E mi commuovono i versi di Angela Strippoli, altra mia carissima amica che mastica quotidianamente poesia come vive e palpita il suo immenso cuore. Non riguarda espressamente la Giornata Mondiale della Terra, ma per me ogni parola è una difesa profonda del “luogo-casa” da ciascuno di noi abitato. Il titolo, infatti, potrebbe essere il primo verso che suona così: Casa mia è una strada. E poi continua: Casa mia è una strasa// Un percorso// Una terra verde che confina con il cielo/ E il cielo questa sera/ ha colori di un viola rosato che m’incantano// Casa mia è una finestra con la luce accesa// Un paio di scarpe che sanno di vite passate// Entrate e fate casa// Non trascurate nulla// C’è grande respiro in ogni cosa// Ogni dettaglio conta// Casa mia mi commuove/ Si fa festa senza motivo// Casa mia è l’amore che mi abbracciò per la prima volta// Nessuno riuscirà a dire della sua essenza (A. S.)

I suoi magici versi mi fanno pensare al testo poetico, scritto da Raffaella Leone, mia figlia, addetta alle Pubbliche Relazioni della Casa Editrice SECOP, nonché scrittrice e poetessa per adulti e bambini anche lei, proprio per lagiornatamondialedellaterra:    Terra nostra   / ignara e ferita, rotoli via/ in fallo laterale./ Che non ci resti ilrimpianto/ di non essere riusciti in tempi/ a tenerti casa per tutti,/ nessuno escluso.// Perdonaci, ancora una volta oggi,/   ma se domani   / deserto avremo ancora il cuore,/ odiaci per sempre, rinnegaci e/ lasciaci andare fuori campo.
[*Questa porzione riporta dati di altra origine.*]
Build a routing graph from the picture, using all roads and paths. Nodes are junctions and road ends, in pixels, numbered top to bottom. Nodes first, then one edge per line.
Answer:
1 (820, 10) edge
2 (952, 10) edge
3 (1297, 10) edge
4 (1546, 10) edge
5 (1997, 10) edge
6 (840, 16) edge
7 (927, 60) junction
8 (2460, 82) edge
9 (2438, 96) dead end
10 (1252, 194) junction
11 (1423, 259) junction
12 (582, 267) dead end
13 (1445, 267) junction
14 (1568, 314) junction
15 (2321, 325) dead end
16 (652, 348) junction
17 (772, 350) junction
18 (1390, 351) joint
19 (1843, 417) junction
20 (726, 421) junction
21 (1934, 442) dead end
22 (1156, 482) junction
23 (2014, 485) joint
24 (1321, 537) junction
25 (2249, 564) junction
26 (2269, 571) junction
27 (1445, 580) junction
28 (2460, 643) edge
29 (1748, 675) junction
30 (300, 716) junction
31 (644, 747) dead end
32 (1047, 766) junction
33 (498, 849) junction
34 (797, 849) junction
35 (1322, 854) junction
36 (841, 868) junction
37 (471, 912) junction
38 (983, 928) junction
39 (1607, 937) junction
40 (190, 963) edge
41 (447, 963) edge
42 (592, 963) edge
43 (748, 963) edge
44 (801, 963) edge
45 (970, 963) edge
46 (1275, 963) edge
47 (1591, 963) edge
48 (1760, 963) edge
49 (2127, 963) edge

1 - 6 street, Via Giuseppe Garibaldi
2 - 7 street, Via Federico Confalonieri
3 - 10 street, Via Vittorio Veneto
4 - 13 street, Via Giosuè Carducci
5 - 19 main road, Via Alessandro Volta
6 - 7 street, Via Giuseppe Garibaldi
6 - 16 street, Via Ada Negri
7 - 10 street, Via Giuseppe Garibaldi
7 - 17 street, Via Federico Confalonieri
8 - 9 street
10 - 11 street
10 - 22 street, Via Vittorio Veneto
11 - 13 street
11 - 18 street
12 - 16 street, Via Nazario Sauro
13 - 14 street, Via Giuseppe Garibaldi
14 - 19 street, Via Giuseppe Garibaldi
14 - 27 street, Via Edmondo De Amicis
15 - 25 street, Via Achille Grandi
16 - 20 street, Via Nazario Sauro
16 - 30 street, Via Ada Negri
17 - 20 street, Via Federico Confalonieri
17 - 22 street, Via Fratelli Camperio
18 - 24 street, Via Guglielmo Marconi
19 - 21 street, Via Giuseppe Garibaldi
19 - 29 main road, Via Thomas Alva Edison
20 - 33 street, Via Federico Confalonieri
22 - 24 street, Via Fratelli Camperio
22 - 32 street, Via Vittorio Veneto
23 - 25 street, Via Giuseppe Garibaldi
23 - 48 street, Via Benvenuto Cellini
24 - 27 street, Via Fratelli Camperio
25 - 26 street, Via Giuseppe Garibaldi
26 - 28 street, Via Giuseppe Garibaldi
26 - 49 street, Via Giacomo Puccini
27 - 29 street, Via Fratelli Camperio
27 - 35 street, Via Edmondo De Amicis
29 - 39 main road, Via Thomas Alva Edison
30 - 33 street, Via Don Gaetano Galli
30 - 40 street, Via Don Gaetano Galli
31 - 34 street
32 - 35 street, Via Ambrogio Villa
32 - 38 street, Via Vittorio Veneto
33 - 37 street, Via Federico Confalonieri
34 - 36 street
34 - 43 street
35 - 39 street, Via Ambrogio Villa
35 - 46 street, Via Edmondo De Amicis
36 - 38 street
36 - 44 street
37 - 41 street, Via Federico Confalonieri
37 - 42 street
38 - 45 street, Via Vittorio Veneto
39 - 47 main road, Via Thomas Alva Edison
Raffaella ha anche dipinto la terra racchiusa in un pallone calciato, come se fosse un gioco irresponsabile, per ricalcare la metafora della Terra vissuta come una partita di pallone, in cui si commette sempre fallo. Eppure l’amore potrebbe salvarci, come appunto ci ridono i versi di Angela, e come ci raccontano i brevi versi di un’altra Angela, che scrive poesie intrise d’amore nel sangue, nelle vene. Parlo di Angela Aniello, che ha fatto del dolore e dell’amore i punti cardine della sua emozionante poesia e della sua stessa vita: Ed il cuore/ cantiere di Cielo,/ si chiama Paese/ in cui le lucciole sono sogni/ volti a radunare/ quel margine di umanità/ che ancora ci fa dormire/ abbracciati all’Amore.

È la nostra umanità che è venuta meno?

Marco Zanchi, altro carissimo amico e cantore della natura in mille filastrocche per adulti e bambini scrive, e io noto e annoto, anche in questi versi con rima, qualcosa che mi fa pensare all’umanità perduta in un cielo dall’aria non più “pura” e per via dello stesso uomo di cui la natura stessa ha ormai “paura!”: Terra madre verde natura/ Blu e azzurro del mare/ Prendiamoci cura/ Di te pianeta da rispettare/ L’aria del cielo non è più pura/ Bastan due rime per ricordare/ Quanto sei bella e noi la sventura? Certo che no se non si sa amare/ Se è proprio dell’uomo che hai più paura! (“Terra Madre”)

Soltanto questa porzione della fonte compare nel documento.